Numeric. Average Treatment Effect (ATE).

beta0

Numeric. Null hypothesis value for \(\beta\).

omega

Numeric. Scaling parameter for the covariate effects \(\gamma\).

K

Integer. Number of instrument groups minus one.

c

Integer. Number of observations per group.

Value

A data frame containing:

group

Overall observation index.

groupZ

Instrument group identifier (the effective Z).

groupW

Covariate stratum identifier.

pi

Instrument effect \(\pi\).

gammad

Covariate effect \(\gamma\).

v

Latent first-stage variable (Uniform).

xi

Random treatment effect heterogeneity.

X

Binary endogenous regressor (-1 or 1).

Y

Outcome variable.

e

Residual under the null.

MX, Me, MY

Variables projected onto the annihilator \(M = I - P\).

Details

The Data Generating Process (DGP) is structured as follows:

Design Matrix:

  • Covariates (W): Defined by pairs of instrument groups (e.g., strata).

  • Instruments (Z): Nested within covariates (e.g., judges within years).

  • Weights: The UJIVE weighting matrix \(G\) is computed as \(U(P_{[Z,W]}) - U(P_W)\).

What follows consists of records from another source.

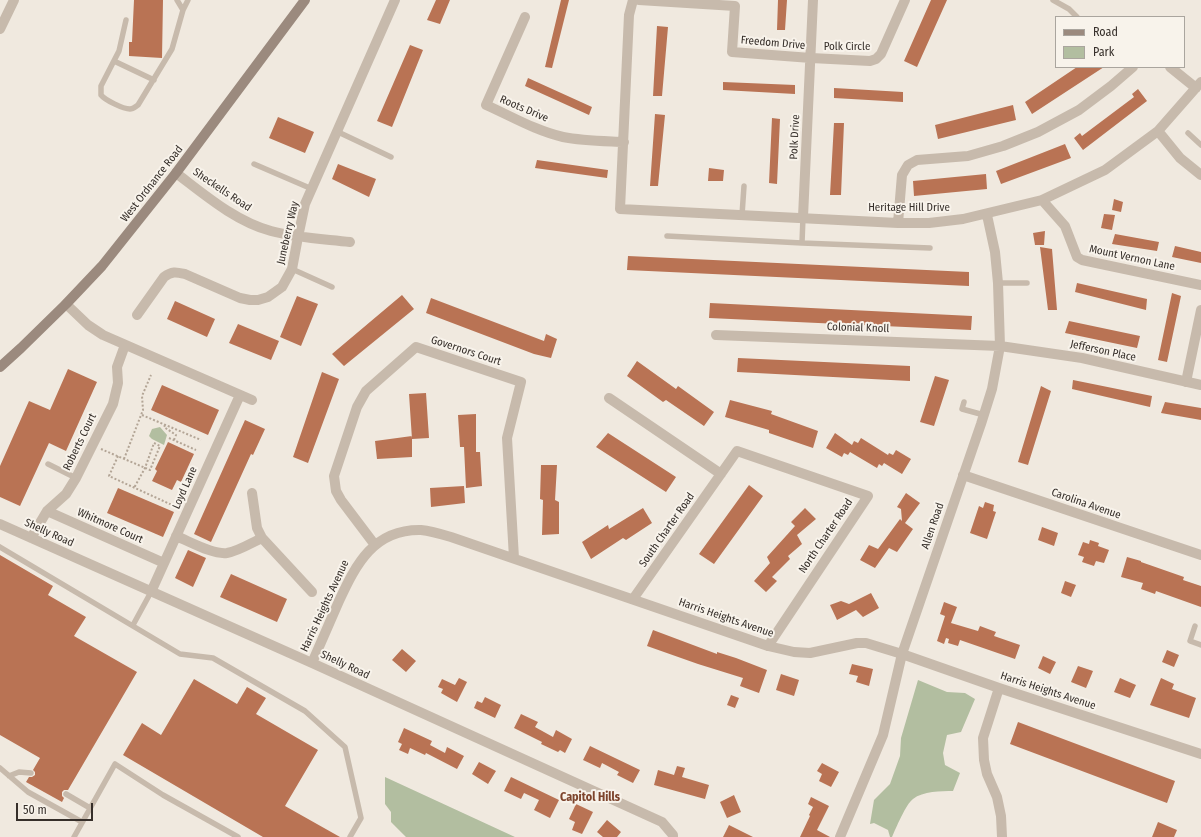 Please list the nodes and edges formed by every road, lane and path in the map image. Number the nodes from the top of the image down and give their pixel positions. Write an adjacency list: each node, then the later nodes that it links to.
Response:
1 (14, 0): 15 (street)
2 (177, 0): 11 (lane)
3 (188, 0): 11 (lane)
4 (305, 0): 29 (main road, West Ordnance Road)
5 (395, 0): 22 (street, Juneberry Way)
6 (633, 0): 25 (street)
7 (639, 0): 16 (street, Freedom Drive)
8 (813, 0): 16 (street, Polk Circle)
9 (904, 0): 16 (street, Polk Circle)
10 (1053, 0): 12 (lane)
11 (183, 10): 20 (lane)
12 (1076, 16)
13 (525, 17): 25 (street, Roots Drive)
14 (126, 20): 17 (lane)
15 (0, 29)
16 (811, 58): 36 (street, Polk Drive)
17 (114, 61): 20 (lane); 20 (lane)
18 (1130, 68): 37 (street)
19 (1172, 68): 21 (street)
20 (154, 80)
21 (1198, 85): 23 (street, Heritage Hill Drive)
22 (336, 131): 27 (lane); 32 (street, Juneberry Way)
23 (1158, 131): 30 (street); 33 (street, Heritage Hill Drive)
24 (1188, 133): 26 (lane)
25 (624, 142): 34 (street, Heritage Hill Drive)
26 (1201, 144)
27 (391, 157)
28 (254, 164): 32 (lane)
29 (176, 173): 38 (street, Sheckells Road); 48 (main road, West Ordnance Road)
30 (1201, 175)
31 (744, 186): 34 (lane)
32 (312, 189): 38 (street, Juneberry Way)
33 (1042, 200): 35 (street, Heritage Hill Drive); 46 (street, Mount Vernon Lane)
34 (742, 215): 36 (street, Heritage Hill Drive)
35 (987, 215): 37 (street, Heritage Hill Drive); 44 (street, Allen Road)
36 (803, 217): 37 (street, Heritage Hill Drive); 41 (lane)
37 (898, 223)
38 (298, 236): 40 (street, Sheckells Road); 43 (street, Juneberry Way)
39 (667, 236): 41 (lane)
40 (350, 242)
41 (802, 243): 42 (lane)
42 (930, 248)
43 (292, 270): 47 (lane); 50 (street, Juneberry Way)
44 (998, 283): 45 (lane); 53 (street, Allen Road)
45 (1027, 283)
46 (1201, 285)
47 (332, 287)
48 (66, 304): 52 (street); 54 (main road, West Ordnance Road)
49 (1201, 310): 56 (street)
50 (137, 315)
51 (716, 335): 53 (street, Colonial Knoll)
52 (125, 345): 58 (street); 77 (street, Roberts Court)
53 (1000, 346): 56 (street, Jefferson Place); 63 (street, Allen Road)
54 (0, 367)
55 (151, 375): 62 (path)
56 (1186, 382): 57 (street, Jefferson Place)
57 (1201, 385)
58 (240, 395): 60 (street); 83 (street, Loyd Lane)
59 (609, 398): 75 (street)
60 (252, 400)
61 (964, 402): 63 (lane)
62 (142, 415): 64 (path); 72 (path)
63 (984, 415): 76 (street, Allen Road)
64 (165, 424): 66 (path); 67 (path)
65 (169, 438): 66 (path)
66 (174, 440): 69 (path)
67 (201, 440)
68 (98, 447): 71 (path)
69 (196, 450)
70 (737, 451): 75 (street, South Charter Road); 97 (street, North Charter Road)
71 (118, 456): 72 (path); 78 (path)
72 (124, 459): 74 (path)
73 (48, 464): 77 (lane)
74 (145, 468): 74 (path); 78 (path)
75 (721, 474): 93 (street, South Charter Road)
76 (964, 475): 88 (street, Carolina Avenue); 98 (street, Allen Road)
77 (76, 478): 81 (street, Roberts Court)
78 (134, 488): 80 (path)
79 (252, 493): 85 (street)
80 (172, 505)
81 (47, 511): 84 (street, Roberts Court); 90 (street, Whitmore Court)
82 (0, 524): 84 (street, Shelly Road)
83 (176, 536): 85 (street); 90 (street, Loyd Lane)
84 (31, 538): 91 (street, Shelly Road)
85 (262, 538): 92 (street)
86 (375, 545): 89 (street, Harris Heights Avenue); 89 (street, Governors Court); 99 (street, Harris Heights Avenue)
87 (0, 547): 94 (lane)
88 (1201, 555)
89 (514, 558): 93 (street, Harris Heights Avenue)
90 (164, 563): 91 (street, Loyd Lane)
91 (151, 592): 94 (lane); 99 (street, Shelly Road)
92 (312, 592)
93 (634, 599): 97 (street, Harris Heights Avenue)
94 (133, 625): 110 (lane)
95 (1195, 626): 96 (lane)
96 (1201, 645)
97 (768, 646): 98 (street, Harris Heights Avenue)
98 (902, 654): 100 (street, Harris Heights Avenue); 112 (street, Allen Road)
99 (312, 663): 111 (street, Shelly Road)
100 (999, 688): 101 (street, Harris Heights Avenue); 113 (street)
101 (1201, 754)
102 (0, 768): 104 (lane)
103 (31, 773): 104 (lane)
104 (9, 776): 107 (lane)
105 (66, 794): 106 (lane)
106 (90, 808): 107 (lane); 109 (lane)
107 (82, 822): 108 (lane)
108 (74, 837)
109 (238, 837)
110 (350, 837)
111 (673, 837)
112 (840, 837)
113 (1002, 837)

Structural Equations: $$X_i = 2 \cdot \mathbb{I}(v_i < \pi_{g(i)} + \gamma_{d(i)}) - 1$$ $$Y_i = X_i (\beta + \xi_i) + \gamma_{d(i)} + \varepsilon_i$$

Heterogeneity: The variable \(X\) is binary (taking values -1, 1). The random slope \(\xi_i\) is drawn conditionally on the first-stage latent variable \(v_i\), inducing correlation between selection into treatment and treatment gains (Essential Heterogeneity).